Ta strona została przepisana.

— O! panie! tyle głów i tyle serc porywa za sobą ten wicher burzliwy, że niewiadomo komu ufać — doprawdy...
— Czyż dlatego królowa z polecenia Umiarkowanych przyjmuje ministra na sposób pani Stael?
Marja-Antonina zadrżała.
— Wiesz pan o tem?... spytała.
— Wiem, Najjaśniejsza Pani, że Wasza królewska mość dała słowo panu de Narbonne...
— I ganisz mi to pan może?
— Nie, Najjaśniejsza Pani; jest to próba, tak dobra, jak wiele innych. Gdy król wszystkiego poprobuje, skończy może na tem, od czego zacząć był powinien.
— Znałeś panią de Stael?
— Miałem ten zaszczyt. Po wyjściu z Bastylji przedstawiłem się jej, w jej własnym domu, i zostałem przez pana Neckera objaśniony, że to na rozkaz królowej zostałem aresztowany.
— Obiecaliśmy sobie nie wspominać nigdy o tej pomyłce... powiedziała Marja-Antonina z uśmiechem.
— Nie powracam do niej, Najjaśniejsza Pani, odpowiadam jedynie na zapytanie Waszej królewskiej mości.
— Co pan sądzisz o panu Necker?
— Poczciwy niemiec, mieszanina żywiołów przeróżnorodnych, człowieczyna, który przeszedłszy stopnie śmieszności popadł w napuszoność.
— Lecz czy pan nie należysz do tych, którzy popchnęli króla, aby go powołał na nowo?

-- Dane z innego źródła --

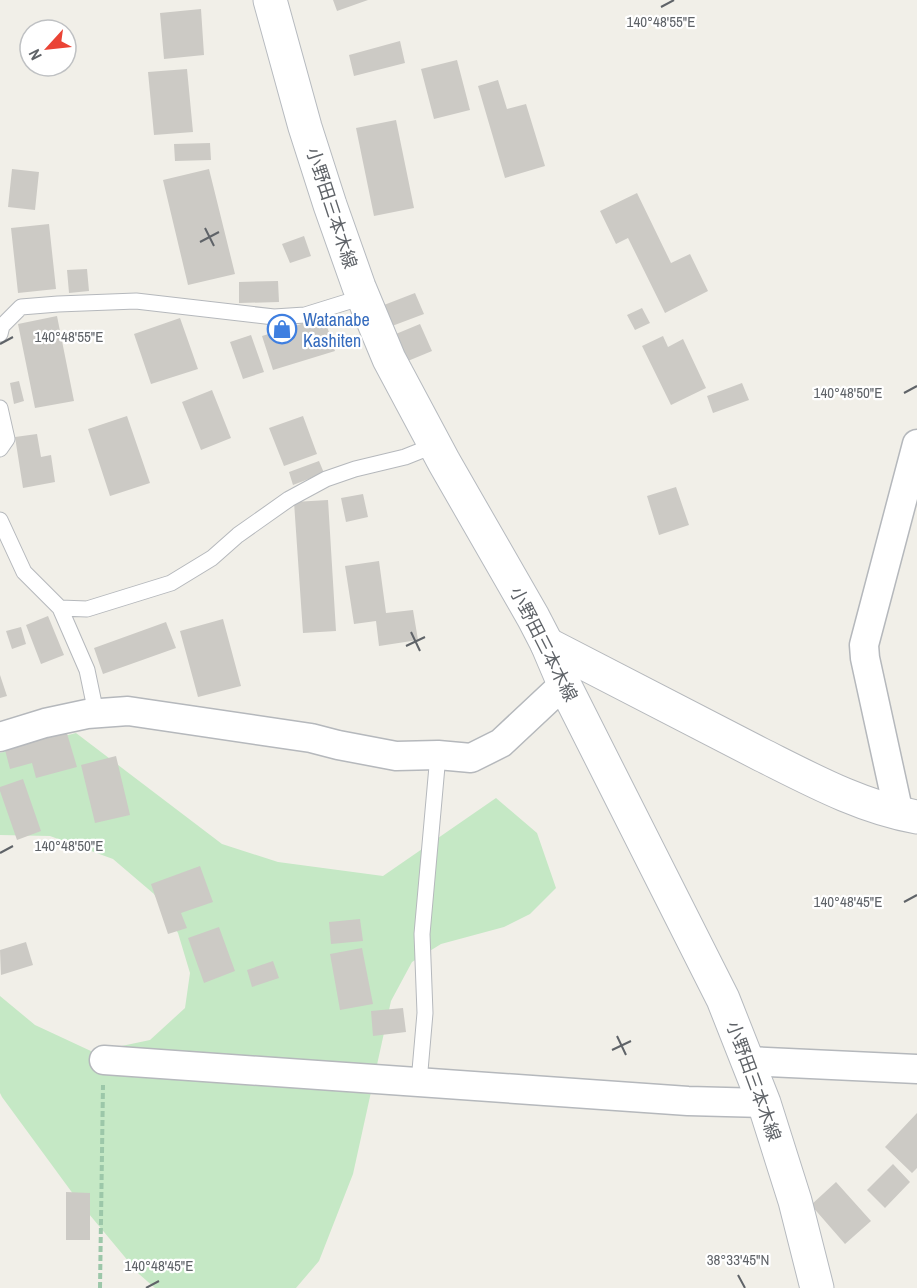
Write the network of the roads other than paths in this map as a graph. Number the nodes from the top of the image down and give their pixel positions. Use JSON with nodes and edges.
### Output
{"nodes":[{"id":1,"x":270,"y":0,"type":"edge"},
{"id":2,"x":363,"y":297,"type":"junction"},
{"id":3,"x":0,"y":334,"type":"edge"},
{"id":4,"x":0,"y":408,"type":"edge"},
{"id":5,"x":917,"y":444,"type":"edge"},
{"id":6,"x":435,"y":445,"type":"junction"},
{"id":7,"x":0,"y":449,"type":"edge"},
{"id":8,"x":0,"y":520,"type":"edge"},
{"id":9,"x":60,"y":608,"type":"junction"},
{"id":10,"x":547,"y":644,"type":"junction"},
{"id":11,"x":564,"y":684,"type":"junction"},
{"id":12,"x":96,"y":713,"type":"junction"},
{"id":13,"x":0,"y":737,"type":"edge"},
{"id":14,"x":438,"y":755,"type":"junction"},
{"id":15,"x":908,"y":816,"type":"edge"},
{"id":16,"x":104,"y":1060,"type":"road end"},
{"id":17,"x":748,"y":1061,"type":"junction"},
{"id":18,"x":917,"y":1069,"type":"edge"},
{"id":19,"x":419,"y":1082,"type":"junction"},
{"id":20,"x":764,"y":1103,"type":"junction"},
{"id":21,"x":818,"y":1288,"type":"edge"}],
"edges":[{"from":1,"to":2,"type":"main road","name":"小野田三本木線"},
{"from":2,"to":3,"type":"lane"},
{"from":2,"to":6,"type":"main road","name":"小野田三本木線"},
{"from":4,"to":7,"type":"lane"},
{"from":5,"to":15,"type":"street"},
{"from":6,"to":9,"type":"lane"},
{"from":6,"to":10,"type":"main road","name":"小野田三本木線"},
{"from":8,"to":9,"type":"lane"},
{"from":9,"to":12,"type":"lane"},
{"from":10,"to":11,"type":"main road","name":"小野田三本木線"},
{"from":10,"to":15,"type":"main road"},
{"from":11,"to":14,"type":"street"},
{"from":11,"to":17,"type":"main road","name":"小野田三本木線"},
{"from":12,"to":13,"type":"street"},
{"from":12,"to":14,"type":"street"},
{"from":14,"to":19,"type":"lane"},
{"from":16,"to":19,"type":"street"},
{"from":17,"to":18,"type":"street"},
{"from":17,"to":20,"type":"main road","name":"小野田三本木線"},
{"from":19,"to":20,"type":"street"},
{"from":20,"to":21,"type":"main road","name":"小野田三本木線"}]}
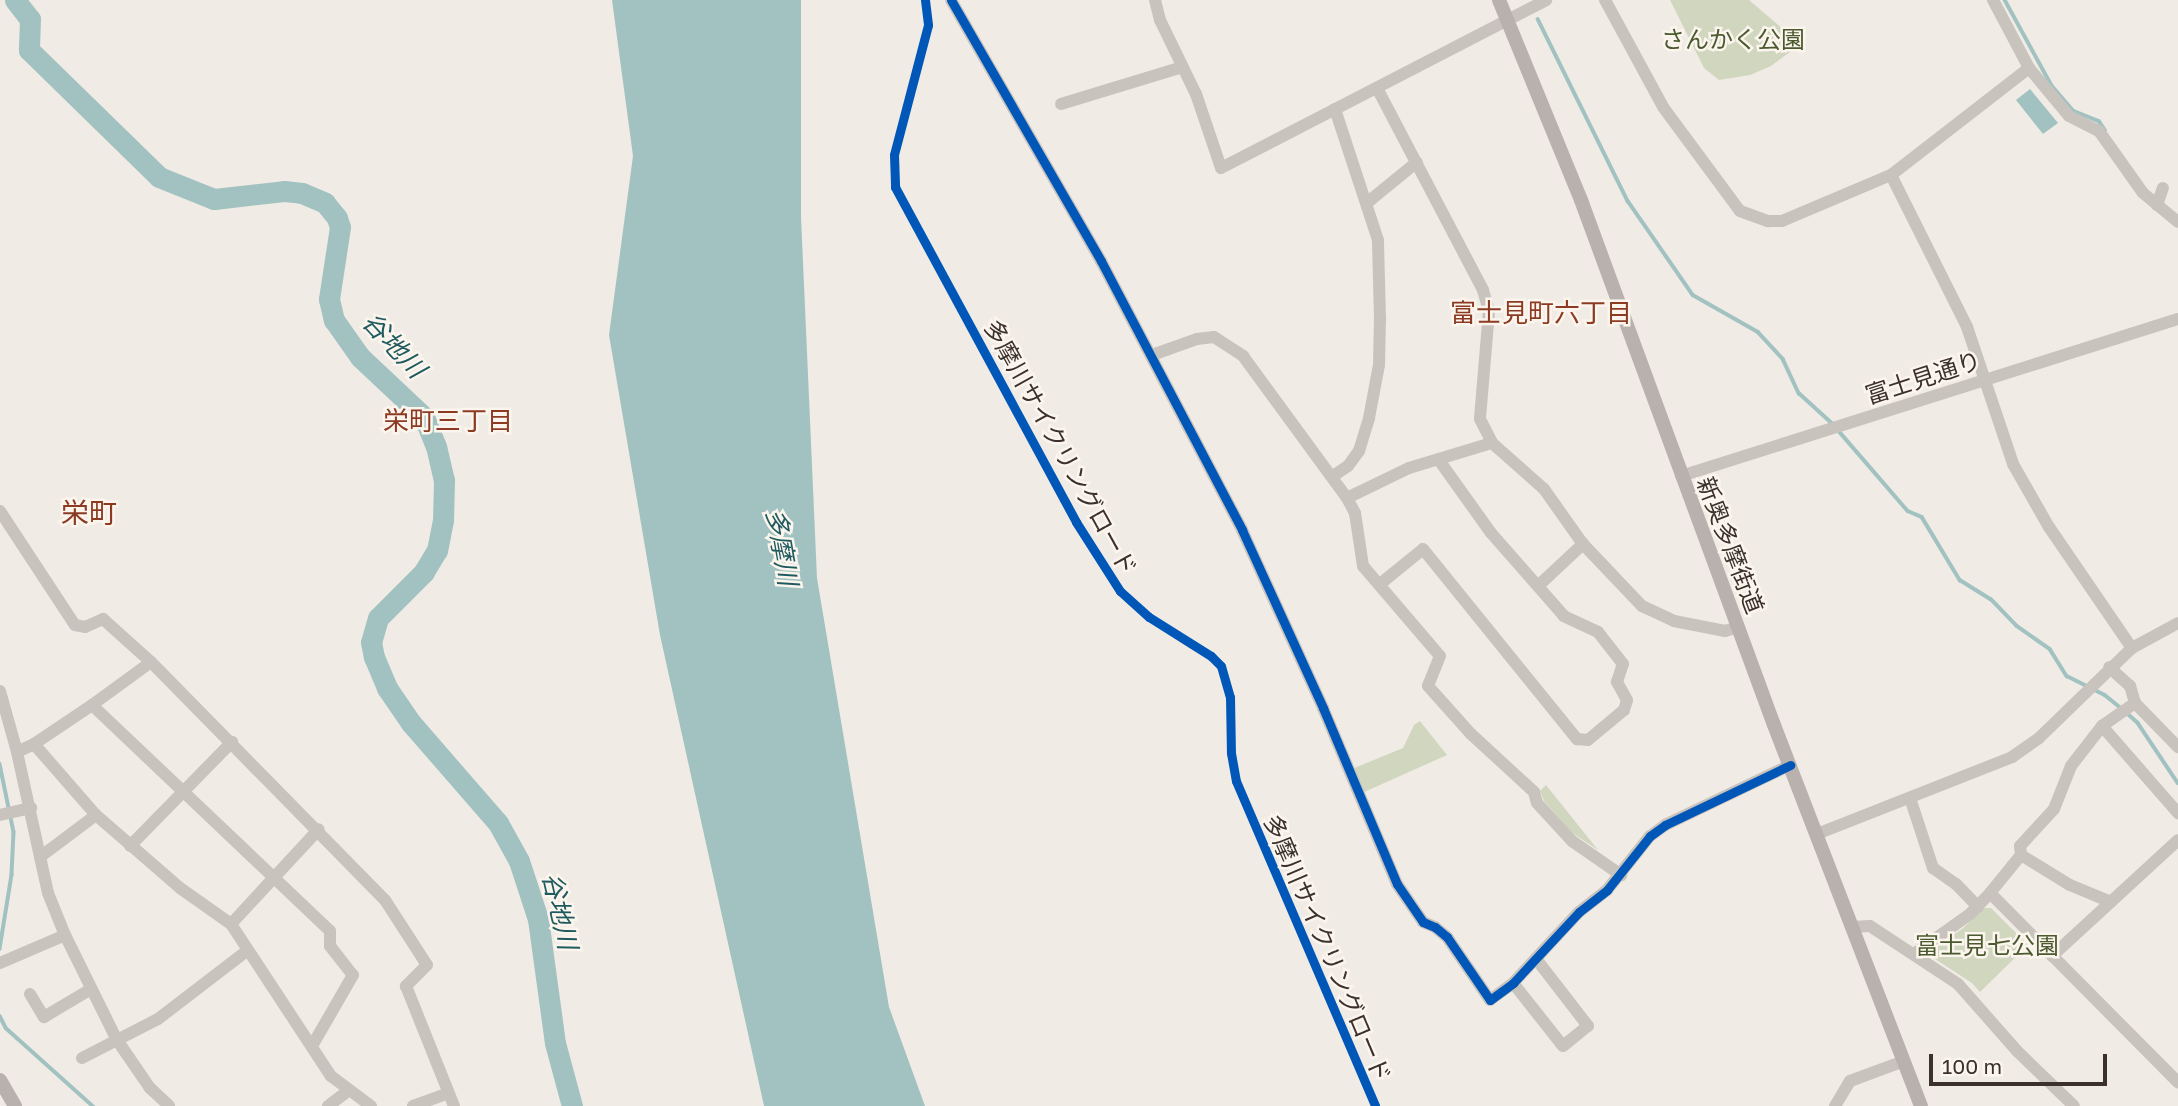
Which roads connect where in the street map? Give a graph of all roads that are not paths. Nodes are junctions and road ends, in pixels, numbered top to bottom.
1 (951, 0) edge
2 (1155, 0) edge
3 (1499, 0) edge
4 (1546, 0) edge
5 (1605, 0) edge
6 (1993, 0) edge
7 (1507, 20) junction
8 (1183, 67) junction
9 (2029, 68) junction
10 (1377, 88) junction
11 (1060, 104) dead end
12 (1335, 109) junction
13 (1417, 162) junction
14 (1891, 175) junction
15 (2163, 188) dead end
16 (1368, 202) junction
17 (2157, 205) junction
18 (2178, 222) edge
19 (2178, 319) edge
20 (1152, 355) junction
21 (1984, 380) junction
22 (1492, 443) junction
23 (1438, 460) junction
24 (1333, 475) junction
25 (1681, 476) junction
26 (1347, 498) junction
27 (0, 511) edge
28 (1583, 544) junction
29 (1380, 584) junction
30 (1538, 586) junction
31 (2178, 623) edge
32 (1738, 627) junction
33 (2132, 648) junction
34 (152, 662) junction
35 (2109, 667) junction
36 (0, 691) edge
37 (92, 705) junction
38 (2127, 708) junction
39 (2102, 726) junction
40 (232, 743) junction
41 (33, 744) junction
42 (2178, 747) edge
43 (17, 752) junction
44 (1790, 765) junction
45 (182, 792) junction
46 (1910, 798) junction
47 (31, 808) junction
48 (8, 813) edge
49 (2178, 813) edge
50 (96, 816) junction
51 (319, 830) junction
52 (1817, 834) junction
53 (2178, 840) edge
54 (130, 846) junction
55 (2021, 855) junction
56 (40, 857) junction
57 (1620, 875) junction
58 (274, 879) junction
59 (1990, 893) junction
60 (2111, 901) junction
61 (1978, 907) junction
62 (230, 924) junction
63 (1851, 927) junction
64 (65, 935) junction
65 (248, 950) junction
66 (1914, 954) junction
67 (2052, 956) junction
68 (1537, 960) junction
69 (2, 962) edge
70 (1513, 983) junction
71 (91, 989) junction
72 (30, 994) dead end
73 (117, 1040) junction
74 (312, 1046) junction
75 (82, 1058) dead end
76 (1904, 1061) junction
77 (0, 1080) edge
78 (2178, 1082) edge
79 (349, 1090) junction
80 (448, 1093) junction
81 (8, 1099) edge
82 (169, 1106) edge
83 (328, 1106) edge
84 (370, 1106) edge
85 (413, 1106) edge
86 (454, 1106) edge
87 (1835, 1106) edge
88 (1922, 1106) edge
89 (2074, 1106) edge

1 - 20 street
2 - 8 street
3 - 7 main road, 新奥多摩街道
4 - 7 street
5 - 14 street
6 - 9 street
7 - 10 street
7 - 25 main road, 新奥多摩街道
8 - 11 street
8 - 12 street
9 - 14 street
9 - 17 street
10 - 12 street
10 - 13 street
12 - 16 street
13 - 16 street
13 - 22 street
14 - 21 street
15 - 17 street
16 - 24 street
17 - 18 street
19 - 21 street, 富士見通り
20 - 24 street
20 - 70 street
21 - 25 street, 富士見通り
21 - 33 street
22 - 23 street
22 - 28 street
23 - 26 street
23 - 30 street
24 - 26 street
25 - 32 main road, 新奥多摩街道
26 - 29 street
27 - 34 street
28 - 30 street
28 - 32 street
29 - 30 street
29 - 57 street
31 - 33 street
32 - 44 main road, 新奥多摩街道
33 - 35 street
34 - 37 street
34 - 40 street
35 - 38 street
35 - 46 street
36 - 43 street
37 - 41 street
37 - 45 street
38 - 39 street
38 - 42 street
39 - 49 street
39 - 55 street
40 - 45 street
40 - 51 street
41 - 43 street
41 - 50 street
43 - 47 street
44 - 52 main road, 新奥多摩街道
44 - 57 street
45 - 54 street
45 - 58 street
46 - 52 street
46 - 61 street
47 - 48 street
47 - 56 street
50 - 54 street
50 - 56 street
51 - 58 street
51 - 80 street
52 - 63 main road, 新奥多摩街道
53 - 60 street
54 - 62 street
55 - 59 street
55 - 60 street
56 - 64 street
57 - 68 street
58 - 62 street
58 - 74 street
59 - 61 street
59 - 67 street
60 - 67 street
61 - 66 street
62 - 65 street
63 - 66 street
63 - 76 main road, 新奥多摩街道
64 - 69 street
64 - 71 street
65 - 73 street
65 - 74 street
66 - 89 street
67 - 78 street
68 - 70 street
68 - 70 street
71 - 72 street
71 - 73 street
73 - 75 street
73 - 82 street
74 - 79 street
76 - 87 street
76 - 88 main road, 新奥多摩街道
77 - 81 main road
79 - 83 street
79 - 84 street
80 - 85 street
80 - 86 street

— Pan Necker słusznie czy niesłusznie, był najbardziej popularnym w królestwie i dlatego też powiedziałem królowi: „Najjaśniejszy Panie, oprzyj się na tej popularności“.
— A pani de Stael?...
— Najjaśniejsza Pani czynisz mi zaszczyt zapytując, co myślę o pani de Stael?
— Tak, panie... — Biorąc rzecz ze strony fizycznej, ma ona: nos za wielki, usta za grube i niezgrabną figurę.